Current study showed that anticoagulants, beta blockers and diuretics were used more in AF group compared to non AF group and this is in agreement with H. Kishima et al. (27) but different results were observed by Uetake et al. (21) who found no significant difference between studied groups in medications.
We detected that P wave dispersion was more in AF group, in agreement with Dilaveris and Gialafos (29).
We found that LAVI was higher among AF group, in agreement with Antoni et al. ( 30) and Lopes RD, et al(22), PWs was lesser among AF group compared to non-AF group , in agreement with Takeda et al. (13) and H. Kishima et al.(27).
We found that the AF group had higher E/é ratio, in agreement with H. Kishima et al (27).

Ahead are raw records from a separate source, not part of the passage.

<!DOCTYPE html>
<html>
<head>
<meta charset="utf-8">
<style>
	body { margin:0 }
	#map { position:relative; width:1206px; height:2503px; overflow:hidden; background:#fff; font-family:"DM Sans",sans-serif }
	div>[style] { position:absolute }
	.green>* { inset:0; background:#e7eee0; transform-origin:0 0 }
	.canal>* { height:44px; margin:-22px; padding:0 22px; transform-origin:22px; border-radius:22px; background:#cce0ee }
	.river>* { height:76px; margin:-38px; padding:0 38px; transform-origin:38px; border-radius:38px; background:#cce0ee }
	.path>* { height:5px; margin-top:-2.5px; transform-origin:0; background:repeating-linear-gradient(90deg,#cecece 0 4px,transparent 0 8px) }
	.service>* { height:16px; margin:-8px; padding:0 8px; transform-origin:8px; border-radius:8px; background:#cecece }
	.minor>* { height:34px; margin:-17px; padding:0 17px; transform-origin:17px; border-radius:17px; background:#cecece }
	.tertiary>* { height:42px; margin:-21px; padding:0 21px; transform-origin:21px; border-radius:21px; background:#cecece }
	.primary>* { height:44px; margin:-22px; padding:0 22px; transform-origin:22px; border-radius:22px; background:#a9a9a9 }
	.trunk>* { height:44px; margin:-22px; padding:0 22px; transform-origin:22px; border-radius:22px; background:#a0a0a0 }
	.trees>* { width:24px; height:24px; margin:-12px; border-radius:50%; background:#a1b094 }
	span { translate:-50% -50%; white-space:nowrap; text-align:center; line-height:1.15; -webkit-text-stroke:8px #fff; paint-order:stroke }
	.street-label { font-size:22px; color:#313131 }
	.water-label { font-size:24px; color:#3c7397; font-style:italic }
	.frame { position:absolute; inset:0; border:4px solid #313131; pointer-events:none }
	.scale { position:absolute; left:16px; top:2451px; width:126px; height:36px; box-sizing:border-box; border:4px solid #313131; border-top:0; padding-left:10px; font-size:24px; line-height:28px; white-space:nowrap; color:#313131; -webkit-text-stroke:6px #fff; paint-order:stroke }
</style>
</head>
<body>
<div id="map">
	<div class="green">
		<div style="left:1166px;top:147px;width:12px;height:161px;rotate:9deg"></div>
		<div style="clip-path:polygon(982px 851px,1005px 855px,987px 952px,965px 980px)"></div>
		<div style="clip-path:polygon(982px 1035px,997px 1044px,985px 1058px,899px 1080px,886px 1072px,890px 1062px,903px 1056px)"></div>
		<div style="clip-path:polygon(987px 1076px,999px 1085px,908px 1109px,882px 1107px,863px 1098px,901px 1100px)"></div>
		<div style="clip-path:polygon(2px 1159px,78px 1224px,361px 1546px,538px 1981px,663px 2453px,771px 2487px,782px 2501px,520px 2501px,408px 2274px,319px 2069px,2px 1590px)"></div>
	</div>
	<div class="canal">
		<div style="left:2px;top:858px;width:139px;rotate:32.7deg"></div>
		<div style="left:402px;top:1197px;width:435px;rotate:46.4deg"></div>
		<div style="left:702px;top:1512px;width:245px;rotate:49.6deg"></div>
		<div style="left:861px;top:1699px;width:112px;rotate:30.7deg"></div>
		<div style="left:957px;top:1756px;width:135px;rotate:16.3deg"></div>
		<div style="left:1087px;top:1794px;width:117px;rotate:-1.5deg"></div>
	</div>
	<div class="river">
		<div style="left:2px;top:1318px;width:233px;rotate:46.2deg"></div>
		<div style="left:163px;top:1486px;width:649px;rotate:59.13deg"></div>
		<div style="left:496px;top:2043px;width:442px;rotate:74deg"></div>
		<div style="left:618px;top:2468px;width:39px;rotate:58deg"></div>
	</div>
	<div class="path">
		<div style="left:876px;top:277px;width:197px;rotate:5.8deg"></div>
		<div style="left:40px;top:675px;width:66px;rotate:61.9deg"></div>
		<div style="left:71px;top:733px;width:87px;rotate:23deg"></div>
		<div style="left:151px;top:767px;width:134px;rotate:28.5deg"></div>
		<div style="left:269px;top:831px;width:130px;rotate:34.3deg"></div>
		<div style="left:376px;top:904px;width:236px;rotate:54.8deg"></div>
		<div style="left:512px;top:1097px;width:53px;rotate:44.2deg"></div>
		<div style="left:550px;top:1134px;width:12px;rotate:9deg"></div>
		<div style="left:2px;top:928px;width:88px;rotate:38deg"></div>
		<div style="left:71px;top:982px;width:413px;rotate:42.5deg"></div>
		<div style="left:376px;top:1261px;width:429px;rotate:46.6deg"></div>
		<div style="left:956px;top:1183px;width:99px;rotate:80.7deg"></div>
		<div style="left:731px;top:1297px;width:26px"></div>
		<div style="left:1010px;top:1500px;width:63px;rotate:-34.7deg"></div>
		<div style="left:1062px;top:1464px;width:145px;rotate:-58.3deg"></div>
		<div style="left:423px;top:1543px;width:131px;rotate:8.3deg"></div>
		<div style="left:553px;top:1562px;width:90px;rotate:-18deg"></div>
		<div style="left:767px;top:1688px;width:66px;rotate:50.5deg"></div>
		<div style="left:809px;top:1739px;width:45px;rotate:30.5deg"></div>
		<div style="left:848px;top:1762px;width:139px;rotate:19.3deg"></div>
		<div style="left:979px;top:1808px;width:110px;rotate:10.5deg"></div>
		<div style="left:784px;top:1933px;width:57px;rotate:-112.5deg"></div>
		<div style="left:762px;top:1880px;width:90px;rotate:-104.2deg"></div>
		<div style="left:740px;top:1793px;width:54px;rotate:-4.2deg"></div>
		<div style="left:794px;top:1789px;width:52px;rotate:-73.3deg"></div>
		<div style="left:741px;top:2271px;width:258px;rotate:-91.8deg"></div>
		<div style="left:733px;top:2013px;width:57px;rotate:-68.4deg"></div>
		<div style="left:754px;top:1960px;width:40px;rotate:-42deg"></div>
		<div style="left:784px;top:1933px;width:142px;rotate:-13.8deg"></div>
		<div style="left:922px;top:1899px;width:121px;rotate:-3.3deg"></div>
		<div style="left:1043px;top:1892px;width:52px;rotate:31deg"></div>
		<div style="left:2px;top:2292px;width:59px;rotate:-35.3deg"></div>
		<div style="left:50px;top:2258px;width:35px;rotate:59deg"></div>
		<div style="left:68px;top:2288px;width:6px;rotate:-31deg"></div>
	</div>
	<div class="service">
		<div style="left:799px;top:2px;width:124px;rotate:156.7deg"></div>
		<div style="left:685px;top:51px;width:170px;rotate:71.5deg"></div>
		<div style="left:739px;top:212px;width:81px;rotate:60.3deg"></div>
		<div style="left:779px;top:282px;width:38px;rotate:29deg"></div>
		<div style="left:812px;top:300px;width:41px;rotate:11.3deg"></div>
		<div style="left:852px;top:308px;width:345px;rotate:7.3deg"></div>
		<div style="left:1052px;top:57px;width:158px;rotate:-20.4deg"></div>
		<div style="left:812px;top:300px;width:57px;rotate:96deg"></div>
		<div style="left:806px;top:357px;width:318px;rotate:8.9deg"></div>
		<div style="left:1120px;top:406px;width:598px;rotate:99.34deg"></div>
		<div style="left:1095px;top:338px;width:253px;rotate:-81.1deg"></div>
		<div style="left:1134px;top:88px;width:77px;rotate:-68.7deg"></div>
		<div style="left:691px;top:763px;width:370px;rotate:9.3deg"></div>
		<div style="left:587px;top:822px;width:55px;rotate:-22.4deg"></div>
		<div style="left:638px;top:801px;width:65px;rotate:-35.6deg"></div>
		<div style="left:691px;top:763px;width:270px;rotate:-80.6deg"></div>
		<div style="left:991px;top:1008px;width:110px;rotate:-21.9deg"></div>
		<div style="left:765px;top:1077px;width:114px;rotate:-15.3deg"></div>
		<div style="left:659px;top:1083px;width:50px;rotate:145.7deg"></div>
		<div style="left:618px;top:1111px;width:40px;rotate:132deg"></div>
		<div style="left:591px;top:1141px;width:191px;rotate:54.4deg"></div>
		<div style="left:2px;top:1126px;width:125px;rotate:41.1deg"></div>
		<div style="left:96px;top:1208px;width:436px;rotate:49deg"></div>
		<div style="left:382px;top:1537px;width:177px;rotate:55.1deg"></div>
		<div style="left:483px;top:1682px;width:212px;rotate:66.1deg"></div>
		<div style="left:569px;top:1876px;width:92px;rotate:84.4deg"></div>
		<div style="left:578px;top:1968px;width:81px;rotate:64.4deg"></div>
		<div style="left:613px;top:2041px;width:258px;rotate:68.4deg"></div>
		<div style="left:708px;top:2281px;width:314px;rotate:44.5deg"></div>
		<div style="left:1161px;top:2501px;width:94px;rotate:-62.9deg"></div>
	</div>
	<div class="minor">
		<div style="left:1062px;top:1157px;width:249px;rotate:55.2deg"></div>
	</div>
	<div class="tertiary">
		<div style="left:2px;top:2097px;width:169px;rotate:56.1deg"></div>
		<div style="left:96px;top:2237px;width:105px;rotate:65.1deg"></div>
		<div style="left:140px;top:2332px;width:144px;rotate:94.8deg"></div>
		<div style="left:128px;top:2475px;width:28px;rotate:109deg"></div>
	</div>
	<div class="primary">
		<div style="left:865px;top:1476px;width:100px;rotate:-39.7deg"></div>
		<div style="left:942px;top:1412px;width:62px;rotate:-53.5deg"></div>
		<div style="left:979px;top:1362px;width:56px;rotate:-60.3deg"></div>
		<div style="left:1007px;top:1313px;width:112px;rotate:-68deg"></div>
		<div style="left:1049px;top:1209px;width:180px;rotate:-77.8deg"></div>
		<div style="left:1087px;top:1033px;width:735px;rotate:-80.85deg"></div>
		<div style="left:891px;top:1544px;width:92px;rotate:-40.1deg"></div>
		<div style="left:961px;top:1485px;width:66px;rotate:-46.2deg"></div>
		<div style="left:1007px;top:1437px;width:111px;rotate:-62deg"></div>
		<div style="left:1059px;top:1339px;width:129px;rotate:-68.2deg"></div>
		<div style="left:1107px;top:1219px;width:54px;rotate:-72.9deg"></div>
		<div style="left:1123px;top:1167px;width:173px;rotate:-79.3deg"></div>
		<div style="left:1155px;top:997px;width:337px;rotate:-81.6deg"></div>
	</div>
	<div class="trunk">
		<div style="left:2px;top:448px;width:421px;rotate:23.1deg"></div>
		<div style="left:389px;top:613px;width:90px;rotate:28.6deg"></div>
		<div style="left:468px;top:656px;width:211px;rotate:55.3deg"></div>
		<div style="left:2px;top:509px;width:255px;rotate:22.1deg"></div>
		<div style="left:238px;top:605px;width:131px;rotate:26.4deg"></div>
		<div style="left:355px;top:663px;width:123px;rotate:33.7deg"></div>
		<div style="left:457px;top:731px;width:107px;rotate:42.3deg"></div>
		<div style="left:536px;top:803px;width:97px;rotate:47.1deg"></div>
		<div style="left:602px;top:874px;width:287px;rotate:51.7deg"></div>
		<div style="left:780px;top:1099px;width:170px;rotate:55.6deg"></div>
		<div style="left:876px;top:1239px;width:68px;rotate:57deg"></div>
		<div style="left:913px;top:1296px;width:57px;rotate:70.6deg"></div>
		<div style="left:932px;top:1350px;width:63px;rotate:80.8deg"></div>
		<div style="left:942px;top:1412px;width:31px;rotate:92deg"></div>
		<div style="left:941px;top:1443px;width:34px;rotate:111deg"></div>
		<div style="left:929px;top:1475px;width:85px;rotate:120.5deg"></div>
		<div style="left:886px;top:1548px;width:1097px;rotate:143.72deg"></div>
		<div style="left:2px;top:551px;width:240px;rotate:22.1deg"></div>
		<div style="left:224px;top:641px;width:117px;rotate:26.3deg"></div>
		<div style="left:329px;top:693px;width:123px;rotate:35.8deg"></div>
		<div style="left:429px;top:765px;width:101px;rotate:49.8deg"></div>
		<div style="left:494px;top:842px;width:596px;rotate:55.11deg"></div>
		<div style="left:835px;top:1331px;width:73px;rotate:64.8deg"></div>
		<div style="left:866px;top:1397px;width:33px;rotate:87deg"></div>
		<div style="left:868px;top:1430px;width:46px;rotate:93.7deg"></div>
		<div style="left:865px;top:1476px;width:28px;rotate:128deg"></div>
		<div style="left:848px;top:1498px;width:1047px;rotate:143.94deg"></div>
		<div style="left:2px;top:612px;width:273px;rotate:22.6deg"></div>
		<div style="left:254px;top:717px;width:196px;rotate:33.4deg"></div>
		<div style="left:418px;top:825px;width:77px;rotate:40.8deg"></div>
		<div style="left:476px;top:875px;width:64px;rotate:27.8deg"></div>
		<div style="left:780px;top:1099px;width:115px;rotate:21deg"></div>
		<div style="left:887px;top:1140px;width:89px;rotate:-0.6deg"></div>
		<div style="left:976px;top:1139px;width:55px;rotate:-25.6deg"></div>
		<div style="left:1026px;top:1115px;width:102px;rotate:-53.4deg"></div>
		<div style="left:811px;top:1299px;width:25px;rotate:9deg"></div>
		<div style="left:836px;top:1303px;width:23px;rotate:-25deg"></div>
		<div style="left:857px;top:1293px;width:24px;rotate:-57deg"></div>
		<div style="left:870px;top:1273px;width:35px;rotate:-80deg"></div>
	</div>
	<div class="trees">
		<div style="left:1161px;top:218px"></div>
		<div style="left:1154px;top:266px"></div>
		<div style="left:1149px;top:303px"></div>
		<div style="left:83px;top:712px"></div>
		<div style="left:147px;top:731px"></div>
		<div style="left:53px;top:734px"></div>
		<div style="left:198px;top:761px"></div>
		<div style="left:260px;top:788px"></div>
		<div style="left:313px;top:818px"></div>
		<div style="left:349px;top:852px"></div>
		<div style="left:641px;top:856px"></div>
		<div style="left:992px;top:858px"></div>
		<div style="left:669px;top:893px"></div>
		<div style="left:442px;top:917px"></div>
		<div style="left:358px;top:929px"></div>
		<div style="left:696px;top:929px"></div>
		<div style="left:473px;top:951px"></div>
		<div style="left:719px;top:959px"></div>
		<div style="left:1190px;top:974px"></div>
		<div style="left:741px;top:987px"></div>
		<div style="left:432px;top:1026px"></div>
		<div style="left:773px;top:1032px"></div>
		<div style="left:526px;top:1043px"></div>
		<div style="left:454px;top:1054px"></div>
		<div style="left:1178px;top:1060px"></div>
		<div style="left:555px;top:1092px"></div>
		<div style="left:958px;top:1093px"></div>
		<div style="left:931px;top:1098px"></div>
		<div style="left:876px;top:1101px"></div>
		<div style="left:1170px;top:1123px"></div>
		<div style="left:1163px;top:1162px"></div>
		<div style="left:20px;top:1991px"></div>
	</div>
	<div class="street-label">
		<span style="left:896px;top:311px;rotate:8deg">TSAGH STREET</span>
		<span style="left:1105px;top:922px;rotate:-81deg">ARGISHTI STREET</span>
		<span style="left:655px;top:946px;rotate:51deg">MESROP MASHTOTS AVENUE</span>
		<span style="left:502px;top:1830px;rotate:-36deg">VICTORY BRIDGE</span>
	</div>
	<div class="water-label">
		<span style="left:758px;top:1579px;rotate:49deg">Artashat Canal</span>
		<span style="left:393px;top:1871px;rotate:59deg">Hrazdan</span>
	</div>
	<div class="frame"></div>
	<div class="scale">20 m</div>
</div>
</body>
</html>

We found that DWS was lesser in AF group ,in agreement with Takeda et al.(13 ), Uetake et al.(21) and H. Kishima et al(27). And we found that DWS at a cut off value <0.34 had a sensitivity of 80.5%, a specificity of 75.6%, NPV of 86.8%, PPV of 66% and an accuracy of 77.4% (AU=0.79, p<0.001) in prediction of AF among the studied cases, this is near to the results of Uetake et al.(21) who found that DWS<0.38 was the strongest indicator of AF.
The following mechanism correlated low DWS and AF; as Low DWS -which indicates increased LV stiffness and decreased compliance- augments LV filling pressure which in turn raises the LA wall stress, leading to LA remodeling, interstitial fibrosis, with alterations in atrial conduction, and dilatation, that may then lead to AF, so early stage of diastolic dysfunction could start with a decreased DWS even in patients with normal LV diastolic function Kang et al. (20).
We detected that the AF group had higher degree of LV stiffness index, in agreement with Ryu et al. (31) and we found that LV stiffness index at a cut off value >0.13 had a sensitivity of 61.1%, a specificity of 78.6%, NPV of 77.4%, PPV of 62.7% and an accuracy of 69.95% (AUC=0.78, p<0.001) in prediction of AF among the studied cases; this new echocardiographic index estimating LV stiffness was compared to the gold standard of cardiac catheterization using pressure-volume loop analysis and was found to be accurate as a surrogate measure of LV stiffness, as it correlates the diastolic function assed by tissue Doppler against the measured end-diastolic volume (14).
Also we found that EDV were lower among AF group, in agreement with Ngiam et al. (32) who stated that the higher the LV stiffness, the lower EDV and SVI.
We detected that the LV stiffness index had significant +ve correlation with older age, LAVI and P wave dispersion and had significant -ve correlation with EDV, SVI, EF and DWS in AF group. DWs had significant-ve correlation with LAVI, P wave dispersion and LV stiffness, also DWS had significant +ve correlation with age, EDV, SVI and EF among AF group.
On multivariable analysis we found that AF was only associated with reduced DWS and increased LV stiffness index, which are contributing factors in subtle diastolic dysfunction, patients with reduced DWS (<0.33) and high LV stiffness index (>0.13 ml-1 ) had a higher risk to develop AF.
Asymptomatic AF delays clinical diagnosis, which can result in ischemic stroke or other embolic complications, early detection (which is difficult by conventional methods) of asymptomatic AF and timely initiation of anticoagulants according to CHA2DS2-VASc score are essential for management of this group of patients.
On the other hand, our study went with other many studies (18,21,33) that evaluated development of AHREs and they showed that it is very common during follow-up of pacemaker-equipped patients.